Go over the data and work out how many lines include the word "Smithy". Give that number only.
START PROVIDED DATA
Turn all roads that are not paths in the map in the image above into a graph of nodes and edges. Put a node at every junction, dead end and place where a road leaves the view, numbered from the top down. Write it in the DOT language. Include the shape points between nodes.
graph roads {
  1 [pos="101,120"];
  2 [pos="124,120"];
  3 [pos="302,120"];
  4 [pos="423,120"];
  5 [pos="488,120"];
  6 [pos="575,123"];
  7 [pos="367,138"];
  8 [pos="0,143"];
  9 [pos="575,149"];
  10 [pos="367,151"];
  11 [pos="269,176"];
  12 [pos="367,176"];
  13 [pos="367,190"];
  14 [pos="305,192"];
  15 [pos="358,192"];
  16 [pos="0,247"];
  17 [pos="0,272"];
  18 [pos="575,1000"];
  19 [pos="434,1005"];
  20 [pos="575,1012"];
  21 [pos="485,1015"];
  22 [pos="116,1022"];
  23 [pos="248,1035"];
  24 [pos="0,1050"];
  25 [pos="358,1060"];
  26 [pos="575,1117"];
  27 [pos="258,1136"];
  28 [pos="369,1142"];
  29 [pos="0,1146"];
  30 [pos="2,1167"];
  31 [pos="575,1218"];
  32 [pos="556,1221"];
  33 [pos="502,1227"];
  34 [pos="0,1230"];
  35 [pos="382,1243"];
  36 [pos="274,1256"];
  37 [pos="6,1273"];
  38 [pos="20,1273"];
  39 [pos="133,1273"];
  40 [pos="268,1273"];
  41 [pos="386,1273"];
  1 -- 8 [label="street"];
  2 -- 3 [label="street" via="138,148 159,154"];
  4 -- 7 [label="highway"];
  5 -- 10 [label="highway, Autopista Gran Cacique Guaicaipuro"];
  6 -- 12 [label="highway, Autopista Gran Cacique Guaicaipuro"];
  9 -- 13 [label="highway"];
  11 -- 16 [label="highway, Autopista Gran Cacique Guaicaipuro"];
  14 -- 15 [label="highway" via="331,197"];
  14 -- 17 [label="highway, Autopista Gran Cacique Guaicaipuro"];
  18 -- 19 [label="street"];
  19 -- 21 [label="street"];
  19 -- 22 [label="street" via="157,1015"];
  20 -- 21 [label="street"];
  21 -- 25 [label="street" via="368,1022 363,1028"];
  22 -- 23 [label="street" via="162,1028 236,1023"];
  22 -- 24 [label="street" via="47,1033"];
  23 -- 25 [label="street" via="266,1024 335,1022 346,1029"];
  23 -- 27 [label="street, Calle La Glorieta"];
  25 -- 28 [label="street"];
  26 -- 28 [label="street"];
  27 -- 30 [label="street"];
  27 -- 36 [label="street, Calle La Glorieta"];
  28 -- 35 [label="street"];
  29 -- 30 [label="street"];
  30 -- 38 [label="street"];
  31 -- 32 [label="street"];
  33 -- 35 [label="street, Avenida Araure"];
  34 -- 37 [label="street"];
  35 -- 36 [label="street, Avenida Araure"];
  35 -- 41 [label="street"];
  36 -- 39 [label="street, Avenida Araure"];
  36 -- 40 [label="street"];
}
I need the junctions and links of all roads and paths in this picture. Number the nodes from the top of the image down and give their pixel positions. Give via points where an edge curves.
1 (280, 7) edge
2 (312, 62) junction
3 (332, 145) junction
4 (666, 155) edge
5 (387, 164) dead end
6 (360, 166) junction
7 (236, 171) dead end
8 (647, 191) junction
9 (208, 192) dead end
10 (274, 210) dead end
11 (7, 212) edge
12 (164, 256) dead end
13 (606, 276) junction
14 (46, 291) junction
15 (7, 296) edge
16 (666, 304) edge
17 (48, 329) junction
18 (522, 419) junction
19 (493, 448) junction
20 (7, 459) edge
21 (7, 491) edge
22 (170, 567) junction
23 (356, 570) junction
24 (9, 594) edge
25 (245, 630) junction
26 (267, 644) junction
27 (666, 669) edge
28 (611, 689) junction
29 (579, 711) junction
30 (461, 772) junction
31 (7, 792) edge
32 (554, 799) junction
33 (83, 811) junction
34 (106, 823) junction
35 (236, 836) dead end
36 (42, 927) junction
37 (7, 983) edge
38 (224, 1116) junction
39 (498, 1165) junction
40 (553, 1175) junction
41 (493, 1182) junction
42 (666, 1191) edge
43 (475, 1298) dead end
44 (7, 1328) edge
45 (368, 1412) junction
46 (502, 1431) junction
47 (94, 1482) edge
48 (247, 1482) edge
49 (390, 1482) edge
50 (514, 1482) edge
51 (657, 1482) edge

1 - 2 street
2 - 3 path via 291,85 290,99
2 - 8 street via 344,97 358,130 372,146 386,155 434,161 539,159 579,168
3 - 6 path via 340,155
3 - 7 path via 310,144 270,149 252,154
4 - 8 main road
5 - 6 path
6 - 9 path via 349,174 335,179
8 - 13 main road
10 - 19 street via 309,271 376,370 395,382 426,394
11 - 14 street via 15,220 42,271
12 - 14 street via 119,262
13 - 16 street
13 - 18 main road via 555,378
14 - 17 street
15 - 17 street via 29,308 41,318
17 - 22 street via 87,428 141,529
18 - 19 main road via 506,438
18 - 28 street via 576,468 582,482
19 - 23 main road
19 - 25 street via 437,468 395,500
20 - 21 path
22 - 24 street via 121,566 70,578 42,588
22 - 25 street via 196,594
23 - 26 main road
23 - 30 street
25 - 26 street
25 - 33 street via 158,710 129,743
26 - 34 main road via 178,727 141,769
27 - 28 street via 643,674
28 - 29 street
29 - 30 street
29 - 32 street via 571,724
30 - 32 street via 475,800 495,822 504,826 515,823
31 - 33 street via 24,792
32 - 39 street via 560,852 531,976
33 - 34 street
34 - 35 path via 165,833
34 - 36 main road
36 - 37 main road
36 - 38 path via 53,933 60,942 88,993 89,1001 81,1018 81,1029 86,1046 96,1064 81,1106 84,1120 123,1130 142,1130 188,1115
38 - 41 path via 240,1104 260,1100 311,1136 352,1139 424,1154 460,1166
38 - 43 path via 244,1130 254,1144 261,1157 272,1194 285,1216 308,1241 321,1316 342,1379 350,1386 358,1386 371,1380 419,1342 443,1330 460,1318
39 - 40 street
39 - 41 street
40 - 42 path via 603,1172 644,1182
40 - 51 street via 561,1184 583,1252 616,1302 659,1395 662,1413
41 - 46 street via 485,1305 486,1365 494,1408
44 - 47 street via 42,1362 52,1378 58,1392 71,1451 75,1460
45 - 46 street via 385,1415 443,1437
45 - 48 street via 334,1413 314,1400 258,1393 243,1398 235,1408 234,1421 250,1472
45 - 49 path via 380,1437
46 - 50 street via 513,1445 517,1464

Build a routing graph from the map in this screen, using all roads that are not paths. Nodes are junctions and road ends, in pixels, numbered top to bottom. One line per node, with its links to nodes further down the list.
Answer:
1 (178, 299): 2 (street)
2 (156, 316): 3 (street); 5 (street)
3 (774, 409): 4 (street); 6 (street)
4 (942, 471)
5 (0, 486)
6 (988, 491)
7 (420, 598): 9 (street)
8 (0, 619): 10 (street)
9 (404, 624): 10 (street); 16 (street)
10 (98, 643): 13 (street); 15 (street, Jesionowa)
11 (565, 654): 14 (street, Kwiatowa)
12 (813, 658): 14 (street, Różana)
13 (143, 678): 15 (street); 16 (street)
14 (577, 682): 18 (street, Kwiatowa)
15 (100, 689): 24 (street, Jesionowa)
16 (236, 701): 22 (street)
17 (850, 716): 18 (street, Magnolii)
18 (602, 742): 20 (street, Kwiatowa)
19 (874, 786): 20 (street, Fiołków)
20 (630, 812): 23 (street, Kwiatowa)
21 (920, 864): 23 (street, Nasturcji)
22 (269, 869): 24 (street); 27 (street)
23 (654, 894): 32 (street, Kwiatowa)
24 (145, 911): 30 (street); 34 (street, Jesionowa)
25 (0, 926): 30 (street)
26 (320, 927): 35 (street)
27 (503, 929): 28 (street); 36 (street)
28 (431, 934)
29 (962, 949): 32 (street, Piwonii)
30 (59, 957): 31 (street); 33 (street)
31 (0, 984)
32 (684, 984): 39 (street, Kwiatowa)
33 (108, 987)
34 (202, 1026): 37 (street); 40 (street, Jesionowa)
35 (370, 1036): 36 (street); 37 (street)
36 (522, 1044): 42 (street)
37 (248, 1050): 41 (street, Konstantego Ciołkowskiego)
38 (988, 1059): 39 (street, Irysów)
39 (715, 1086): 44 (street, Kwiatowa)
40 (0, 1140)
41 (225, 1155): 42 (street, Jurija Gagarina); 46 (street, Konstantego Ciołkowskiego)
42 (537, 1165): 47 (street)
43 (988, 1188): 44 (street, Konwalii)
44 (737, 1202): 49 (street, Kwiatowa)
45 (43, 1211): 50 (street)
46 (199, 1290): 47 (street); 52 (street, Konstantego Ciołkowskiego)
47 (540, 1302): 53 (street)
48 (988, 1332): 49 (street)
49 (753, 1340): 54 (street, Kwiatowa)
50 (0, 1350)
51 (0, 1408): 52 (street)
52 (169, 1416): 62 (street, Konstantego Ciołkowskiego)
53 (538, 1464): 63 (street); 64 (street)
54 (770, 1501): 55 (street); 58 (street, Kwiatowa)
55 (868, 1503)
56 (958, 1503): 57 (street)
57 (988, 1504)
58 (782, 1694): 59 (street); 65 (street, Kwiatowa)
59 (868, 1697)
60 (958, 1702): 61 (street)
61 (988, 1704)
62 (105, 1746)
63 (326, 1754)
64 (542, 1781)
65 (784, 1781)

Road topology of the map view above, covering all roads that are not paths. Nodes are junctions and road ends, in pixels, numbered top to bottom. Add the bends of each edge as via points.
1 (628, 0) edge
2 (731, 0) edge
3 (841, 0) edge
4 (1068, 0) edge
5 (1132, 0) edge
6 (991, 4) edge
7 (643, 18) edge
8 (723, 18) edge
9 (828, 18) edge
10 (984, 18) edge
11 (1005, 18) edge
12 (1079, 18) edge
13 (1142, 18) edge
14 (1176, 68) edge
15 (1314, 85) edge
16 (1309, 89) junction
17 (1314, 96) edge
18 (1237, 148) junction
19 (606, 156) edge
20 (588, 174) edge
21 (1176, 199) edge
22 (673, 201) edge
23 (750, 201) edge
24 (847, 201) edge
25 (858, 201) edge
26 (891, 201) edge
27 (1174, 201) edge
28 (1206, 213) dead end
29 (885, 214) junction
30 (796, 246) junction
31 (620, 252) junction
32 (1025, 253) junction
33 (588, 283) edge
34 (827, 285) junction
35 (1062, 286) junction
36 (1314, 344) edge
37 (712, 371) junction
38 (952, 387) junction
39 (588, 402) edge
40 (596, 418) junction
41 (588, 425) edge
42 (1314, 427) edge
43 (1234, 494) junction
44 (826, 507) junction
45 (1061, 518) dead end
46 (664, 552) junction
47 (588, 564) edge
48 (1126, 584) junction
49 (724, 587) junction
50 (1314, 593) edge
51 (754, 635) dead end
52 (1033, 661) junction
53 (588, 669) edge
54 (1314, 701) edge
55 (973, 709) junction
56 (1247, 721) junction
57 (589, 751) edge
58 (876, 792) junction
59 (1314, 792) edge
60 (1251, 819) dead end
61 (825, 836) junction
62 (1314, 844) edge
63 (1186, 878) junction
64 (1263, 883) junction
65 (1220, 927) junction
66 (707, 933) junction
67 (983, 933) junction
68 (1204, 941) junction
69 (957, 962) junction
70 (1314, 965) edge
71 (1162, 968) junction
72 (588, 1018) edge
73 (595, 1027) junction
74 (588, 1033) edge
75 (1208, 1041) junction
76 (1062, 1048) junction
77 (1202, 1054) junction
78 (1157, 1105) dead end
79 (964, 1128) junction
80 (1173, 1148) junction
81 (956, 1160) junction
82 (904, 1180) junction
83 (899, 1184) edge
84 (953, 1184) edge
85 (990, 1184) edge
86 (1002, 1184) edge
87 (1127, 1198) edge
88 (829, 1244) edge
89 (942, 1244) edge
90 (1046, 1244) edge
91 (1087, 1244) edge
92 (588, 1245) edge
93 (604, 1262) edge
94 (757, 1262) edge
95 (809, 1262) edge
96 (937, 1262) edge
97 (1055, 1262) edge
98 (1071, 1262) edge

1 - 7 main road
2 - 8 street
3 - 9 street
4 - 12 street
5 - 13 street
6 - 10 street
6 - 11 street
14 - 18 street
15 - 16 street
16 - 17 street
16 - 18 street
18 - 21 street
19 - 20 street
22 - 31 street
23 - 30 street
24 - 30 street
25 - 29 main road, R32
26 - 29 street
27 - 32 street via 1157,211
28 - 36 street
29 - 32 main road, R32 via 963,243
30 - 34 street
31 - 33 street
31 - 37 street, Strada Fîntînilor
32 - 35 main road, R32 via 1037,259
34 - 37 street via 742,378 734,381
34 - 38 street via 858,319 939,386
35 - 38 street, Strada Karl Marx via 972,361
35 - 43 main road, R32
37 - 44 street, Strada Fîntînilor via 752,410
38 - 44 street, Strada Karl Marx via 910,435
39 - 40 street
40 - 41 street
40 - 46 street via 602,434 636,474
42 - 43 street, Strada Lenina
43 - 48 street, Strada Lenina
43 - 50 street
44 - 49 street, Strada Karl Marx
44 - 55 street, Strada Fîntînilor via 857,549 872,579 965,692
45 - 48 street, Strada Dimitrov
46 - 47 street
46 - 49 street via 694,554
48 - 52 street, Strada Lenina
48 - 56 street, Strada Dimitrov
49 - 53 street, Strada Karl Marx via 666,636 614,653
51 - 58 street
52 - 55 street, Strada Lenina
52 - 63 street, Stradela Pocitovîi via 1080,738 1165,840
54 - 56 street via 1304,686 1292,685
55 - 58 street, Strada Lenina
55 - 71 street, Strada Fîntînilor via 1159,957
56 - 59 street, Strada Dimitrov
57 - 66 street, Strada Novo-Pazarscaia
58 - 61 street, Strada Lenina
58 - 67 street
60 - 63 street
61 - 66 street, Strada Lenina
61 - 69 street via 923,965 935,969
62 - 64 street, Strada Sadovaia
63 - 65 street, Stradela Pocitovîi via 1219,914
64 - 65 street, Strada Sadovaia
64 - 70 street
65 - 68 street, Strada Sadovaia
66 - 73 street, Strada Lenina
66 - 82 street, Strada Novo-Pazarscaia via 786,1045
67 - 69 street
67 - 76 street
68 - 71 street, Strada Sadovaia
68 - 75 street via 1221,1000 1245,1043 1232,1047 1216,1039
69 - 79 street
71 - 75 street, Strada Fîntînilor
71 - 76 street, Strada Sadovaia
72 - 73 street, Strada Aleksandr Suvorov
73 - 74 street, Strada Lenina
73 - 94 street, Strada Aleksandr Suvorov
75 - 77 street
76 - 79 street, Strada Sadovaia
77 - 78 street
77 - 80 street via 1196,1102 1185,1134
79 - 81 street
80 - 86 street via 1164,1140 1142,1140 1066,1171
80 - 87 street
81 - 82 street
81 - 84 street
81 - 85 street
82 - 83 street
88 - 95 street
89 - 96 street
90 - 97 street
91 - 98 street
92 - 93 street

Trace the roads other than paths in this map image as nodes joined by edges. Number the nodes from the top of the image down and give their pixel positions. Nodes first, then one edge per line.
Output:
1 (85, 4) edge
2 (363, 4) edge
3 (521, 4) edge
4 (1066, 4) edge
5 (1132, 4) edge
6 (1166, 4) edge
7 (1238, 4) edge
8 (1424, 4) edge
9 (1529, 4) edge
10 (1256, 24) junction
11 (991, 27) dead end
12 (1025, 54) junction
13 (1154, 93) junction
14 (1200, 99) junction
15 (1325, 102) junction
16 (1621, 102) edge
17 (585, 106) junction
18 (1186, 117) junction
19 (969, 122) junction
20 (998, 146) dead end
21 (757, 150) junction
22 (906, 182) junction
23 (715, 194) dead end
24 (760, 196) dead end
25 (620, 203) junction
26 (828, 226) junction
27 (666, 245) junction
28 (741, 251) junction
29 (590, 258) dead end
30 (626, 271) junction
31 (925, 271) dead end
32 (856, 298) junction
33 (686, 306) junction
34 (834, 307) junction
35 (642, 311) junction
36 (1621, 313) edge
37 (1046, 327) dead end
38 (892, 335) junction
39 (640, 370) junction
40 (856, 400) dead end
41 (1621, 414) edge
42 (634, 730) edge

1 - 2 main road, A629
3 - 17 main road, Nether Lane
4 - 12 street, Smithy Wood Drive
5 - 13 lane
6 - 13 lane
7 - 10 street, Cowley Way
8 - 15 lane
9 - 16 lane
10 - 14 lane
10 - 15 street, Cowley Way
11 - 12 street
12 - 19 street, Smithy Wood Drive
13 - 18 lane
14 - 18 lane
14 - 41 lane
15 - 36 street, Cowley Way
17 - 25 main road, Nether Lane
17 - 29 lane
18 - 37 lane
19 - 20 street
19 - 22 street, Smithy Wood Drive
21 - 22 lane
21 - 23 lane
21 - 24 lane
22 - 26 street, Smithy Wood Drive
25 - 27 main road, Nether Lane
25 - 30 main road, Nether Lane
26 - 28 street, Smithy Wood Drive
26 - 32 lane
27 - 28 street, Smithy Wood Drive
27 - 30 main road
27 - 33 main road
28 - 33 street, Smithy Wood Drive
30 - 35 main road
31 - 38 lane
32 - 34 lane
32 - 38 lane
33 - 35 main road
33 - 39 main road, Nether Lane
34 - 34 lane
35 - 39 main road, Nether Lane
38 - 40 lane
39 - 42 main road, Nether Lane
END PROVIDED DATA
■ **SOLUTION**: 7